In May of 2015, the United States Federal Bureau of Investigations launched an official criminal investigation into the International Federation of Association Football (FIFA) regarding some fun crimes like money laundering, bribery, and fraud. The controversial attempt at targeting corruption within the association’s leadership put a real damper on Russia’s bid for the 2018 World Cup and halted the bids for the 2026 location as well. This really pissed off Vladimir Markin, the official spokesperson for the Russian Investigative Commission. In a clear attempt at revenge, he’s now calling for an official investigation into the “murky details” surrounding the Apollo Project’s moon landings.
It’s hardly a secret that a considerably large chunk of people think that the United States faked the moon landings. According to recent opinion polls, approximately 20% of Americans and 28% of Russians believe that the six landings over the course of 1969-1972, we’re staged. The possibility that the entire lunar project was filmed in a studio, or on a secret military base in an effort to win the Space Race is still a crowd favorite of conspiracy theorists. So it should come as no surprise, that Russia is a wee bit curious about the entire venture as well.
Markin got so pissed that the U.S. “crossed the line” with their corruption investigation into nine prominent FIFA officials, that he felt it was his mission to highlight some dirt of the U.S. has as well. In an op-ed piece for Izvestia News, Markin bitches about the U.S.’s involvement in sporting affairs when it is clear there should be other matters that take precedence. He further cries foul on corrupt officials investigating corruption making sure to mention the 1994 U.S. World Cup, along with alleged U.S. war crimes in Eastern Ukraine.
Markin claims he doesn't doubt the veracity of the moon landings but is rather going after the seemingly destroyed evidence and the missing moon rock samples.
Now, this just looks like gibberish to me, “А еще можно помочь провести международное расследование, куда пропала кинопленка, снятая астронавтами на Луне, или где спрятаны и более никому не показаны 400 кг лунного грунта.” But lucky for us, the Moscow Times translated Markin’s rant for us:
“We are not contending that they did not fly [to the moon], and simply made a film about it. But all of these scientific — or perhaps cultural — artifacts are part of the legacy of humanity, and their disappearance without a trace is our common loss. An investigation will reveal what happened.”
Some of these claims have been investigated previously, but that doesn’t mean were anymore satisfied with the answers. In 2009, NASA admitted that the original tapes from the 1969 moon walk of Neil Armstrong and Buzz Aldrin had been deleted and recorded over, much like To The Star’s writer Jason McClellan’s Phoenix Lights UFO footage (feel free to give him a hard time). Now, why the original footage was included in a batch of 200,000 tapes that were magnetically erased to save money is beyond me. If we were to find out that they choose that footage for the magnetic death over, let’s say NASA’s Christmas party footage from 1970, well, then we would have some major questions.
There’s also missing moon rocks, or so it’s alleged.
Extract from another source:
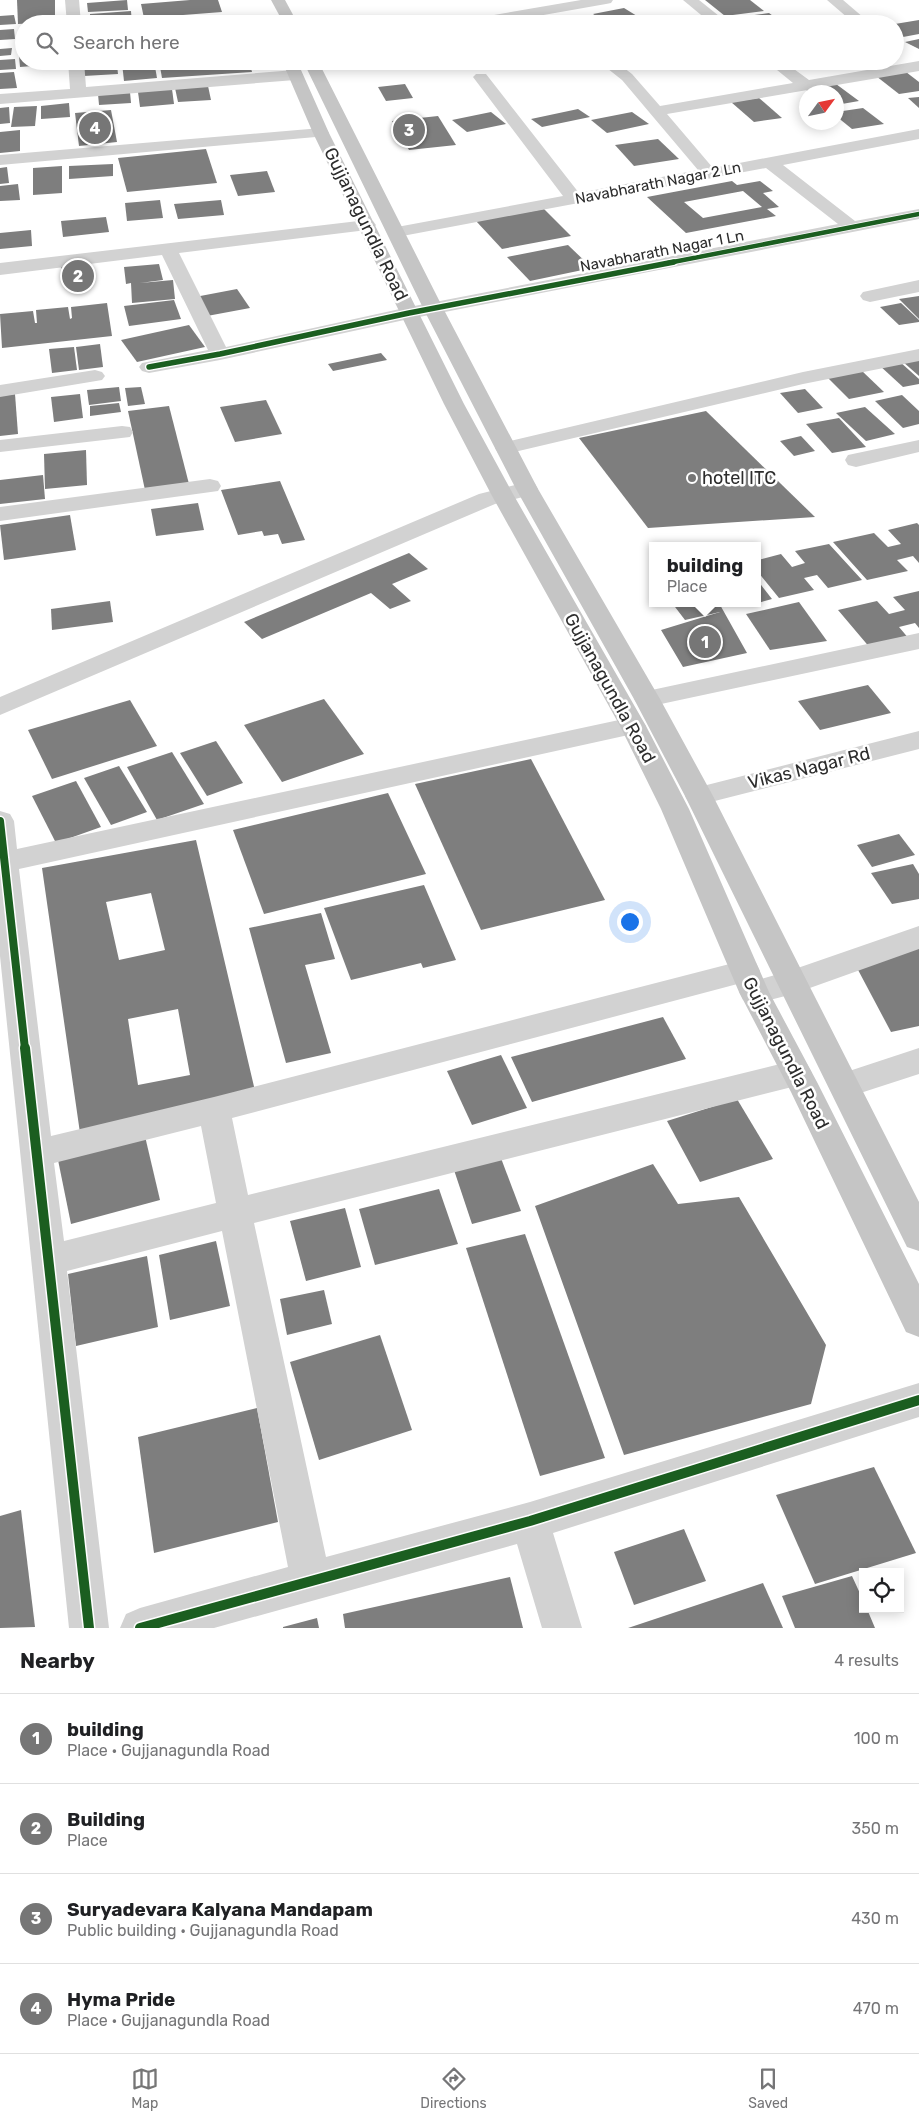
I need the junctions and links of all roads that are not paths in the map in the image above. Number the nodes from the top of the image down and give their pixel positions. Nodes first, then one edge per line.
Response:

During the entirety of the moon landings, approximately 838 lbs were said to have been brought back to Earth. The majority of the lunar treasure is housed at the Lyndon B. Johnson Space Center in Texas while other samples are on display in museums scattered all around the world. So the question is if indeed samples are missing, who stole them? Why? And where are they now?
Markin isn’t wrong in his statement about the cultural importance of these artifacts for all of humanity. The fact that these tapes were deleted, even though NASA “restored the footage” using copies from various news agencies is pretty fishy, at the very least, an example of poor decision making. But it’s not a death sentence on the lunar landings.
Over the past four decades, every photo and every second of footage have been heavily scrutinized by both proponents and opponents of the landing. Let’s look at a few of the images conspiracists have beef with:
Top “Evidence” the Moon Landing was Hoaxed According to Conspiracists:
So where does this leave us?
There are countless other tidbits that people swear by, and in turn NASA has come up with an explanation for each debated point. You can read more of the conspiracy theories here: Top Ten Apollo Hoax Theories.
On the defense, there has also been third-party evidence to suggest that we did indeed land on the moon. Lunar space probes from both Japan and India have captured images showing the tracks of the lunar lander which moved the astronauts across the moon's terrain.
The fact that this slightly spiteful investigation was born over a heated controversy about football (or soccer for you ‘mericans) is hilarious. I’d like to see a game of astronaut football on the moon, maybe there’s a reason the two are now intertwined. Nevertheless, it’s doubtful any official investigation will solve the controversy surrounding the Apollo Project. Those who believe the government conspired to hoax the landings are going to stick firm to their beliefs, and those who strongly believe that some brave men left their footprints in moon dust will remain supporters. Investigate away Russia, we’ll be eagerly awaiting the results.